# EXERCISE BRIEF
Work through the data line by line, gathering every line that has the word "thumb".

=-=-=

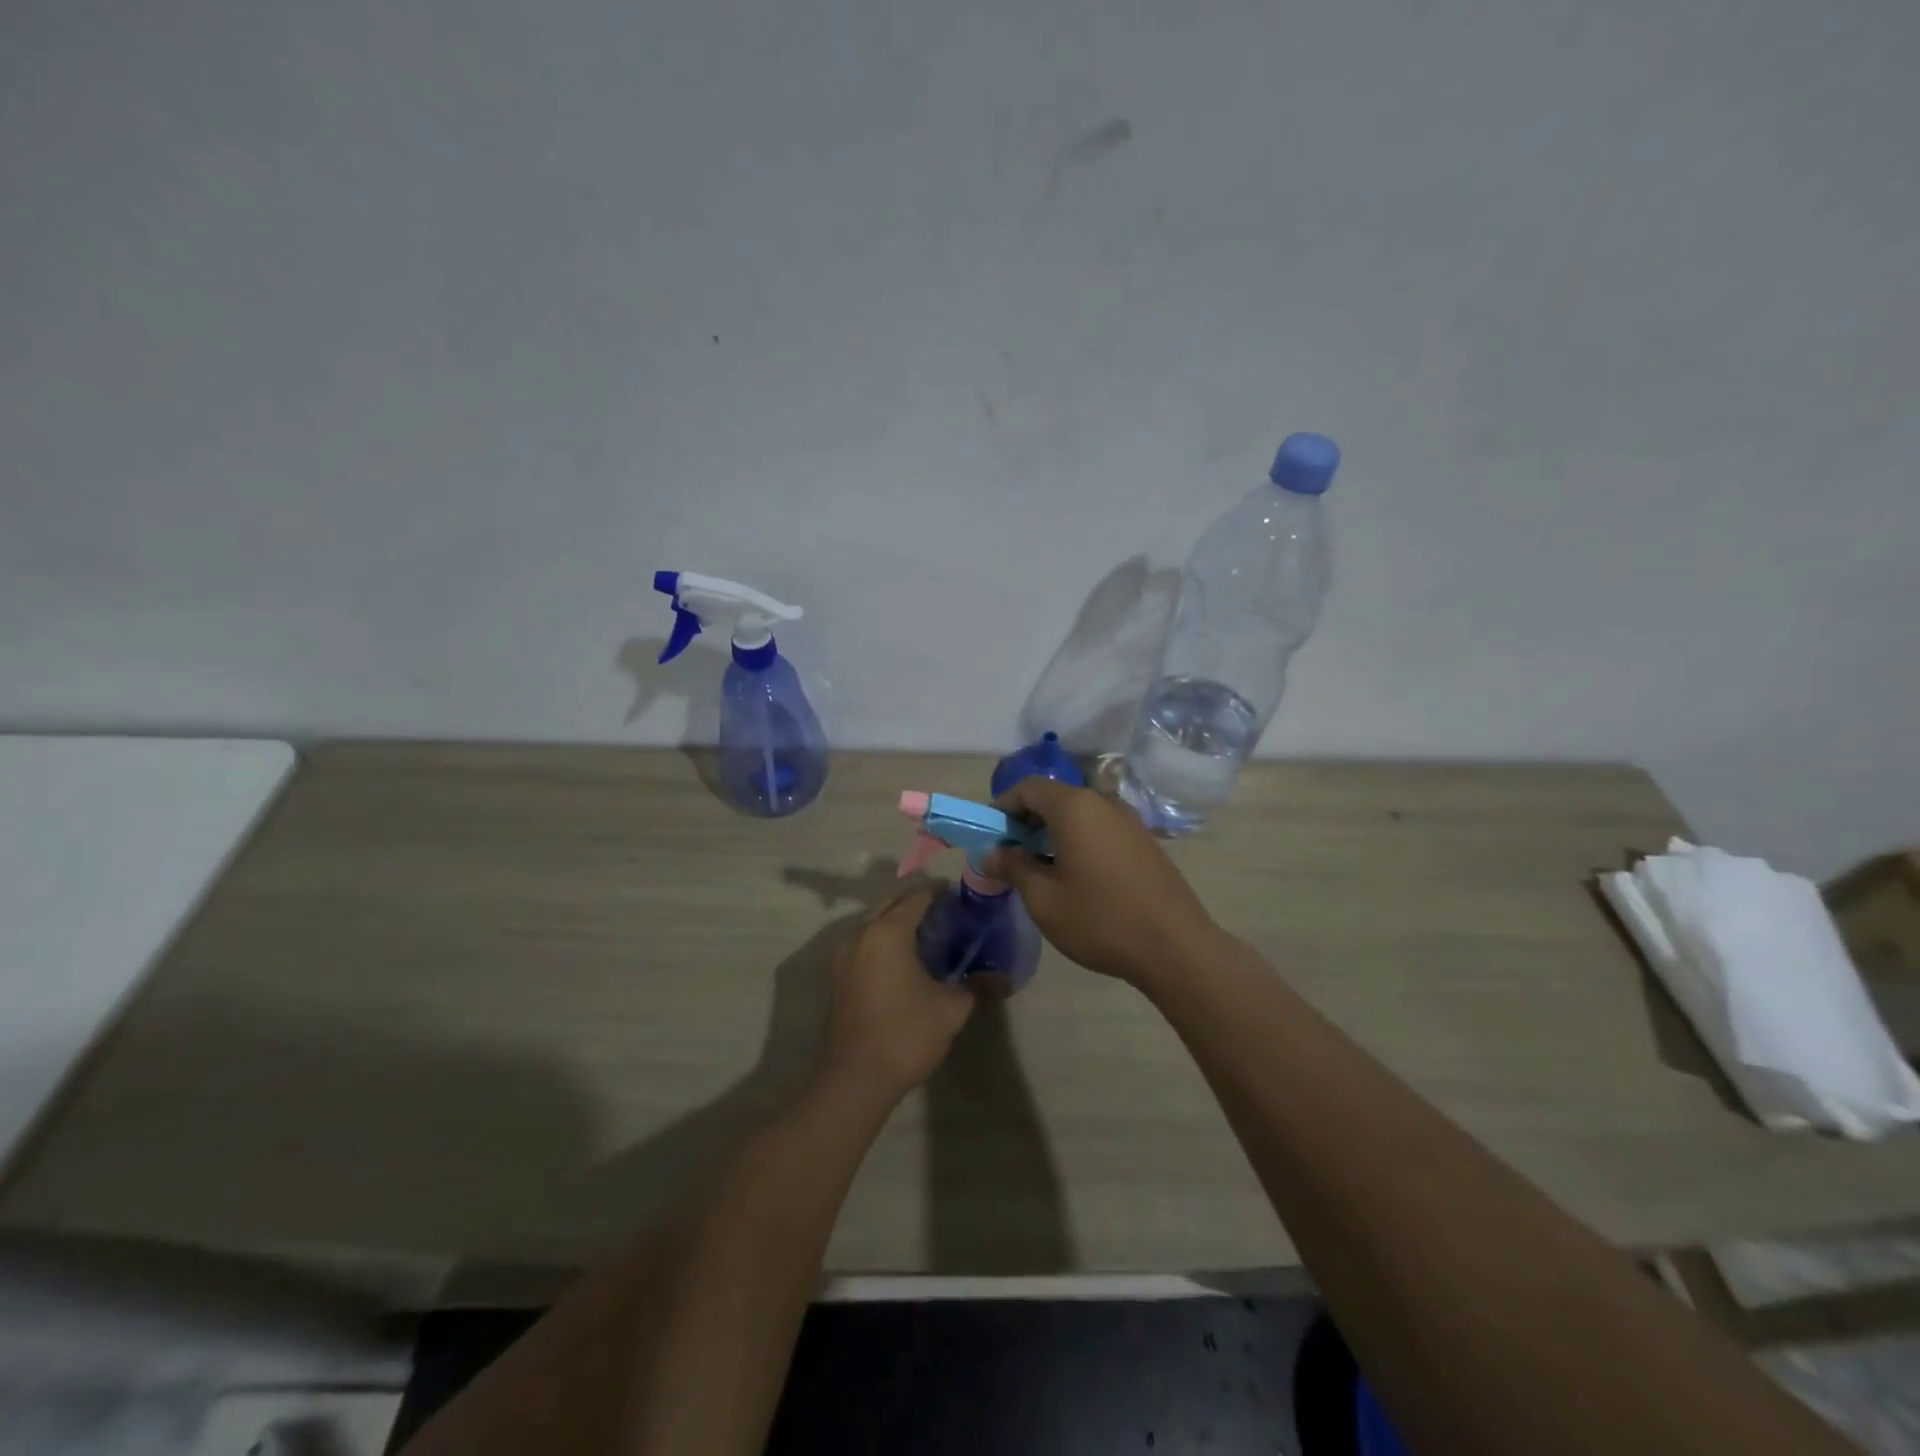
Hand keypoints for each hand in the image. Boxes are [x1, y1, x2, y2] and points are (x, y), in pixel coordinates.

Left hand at [821, 886, 973, 1101]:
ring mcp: (844, 953)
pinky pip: (866, 940)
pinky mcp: (839, 974)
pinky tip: (907, 961)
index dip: (942, 893)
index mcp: (888, 931)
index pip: (917, 896)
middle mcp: (861, 933)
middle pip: (893, 903)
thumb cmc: (905, 1034)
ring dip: (900, 921)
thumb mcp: (951, 1009)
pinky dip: (885, 939)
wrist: (855, 1078)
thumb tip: (1004, 978)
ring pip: (876, 921)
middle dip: (919, 904)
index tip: (964, 900)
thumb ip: (978, 986)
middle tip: (950, 917)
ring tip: (931, 938)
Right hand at [983, 778, 1218, 983]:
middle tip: (1012, 857)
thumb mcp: (1044, 899)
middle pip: (1055, 798)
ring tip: (1041, 870)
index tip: (991, 837)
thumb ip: (1013, 868)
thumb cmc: (1100, 919)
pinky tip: (1076, 877)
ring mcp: (1128, 820)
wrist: (1175, 947)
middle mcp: (1103, 803)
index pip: (1028, 788)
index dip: (1003, 807)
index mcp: (1075, 807)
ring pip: (1079, 814)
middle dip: (1027, 822)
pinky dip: (1079, 841)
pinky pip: (1101, 828)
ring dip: (1053, 833)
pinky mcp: (1145, 841)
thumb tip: (991, 854)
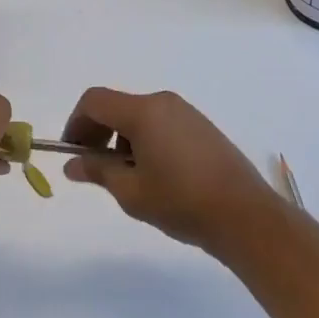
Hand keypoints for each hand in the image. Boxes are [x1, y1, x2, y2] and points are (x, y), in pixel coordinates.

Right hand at [62, 88, 282, 256]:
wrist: (246, 216)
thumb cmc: (182, 203)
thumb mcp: (132, 192)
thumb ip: (98, 172)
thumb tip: (72, 165)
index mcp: (143, 111)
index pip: (95, 101)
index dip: (76, 123)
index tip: (73, 153)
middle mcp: (163, 102)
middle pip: (117, 106)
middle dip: (98, 132)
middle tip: (94, 167)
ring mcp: (185, 112)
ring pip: (139, 116)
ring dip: (122, 138)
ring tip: (127, 178)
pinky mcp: (201, 126)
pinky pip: (160, 123)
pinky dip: (145, 140)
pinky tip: (155, 174)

=-=-=

# WRITTEN SOLUTION
thumb cmc: (905, 1034)
thumb mcp: (951, 1009)
thumb tip: (1004, 978)
thumb ip: (978, 986)
thumb mcp: (1044, 899)
thumb ip: (1013, 868)
thumb cmc: (1100, 919)
thumb tip: (991, 854)
thumb cmc: (182, 203)
thumb mcp: (132, 192)
thumb ip: (98, 172)
thumb tip: (72, 165)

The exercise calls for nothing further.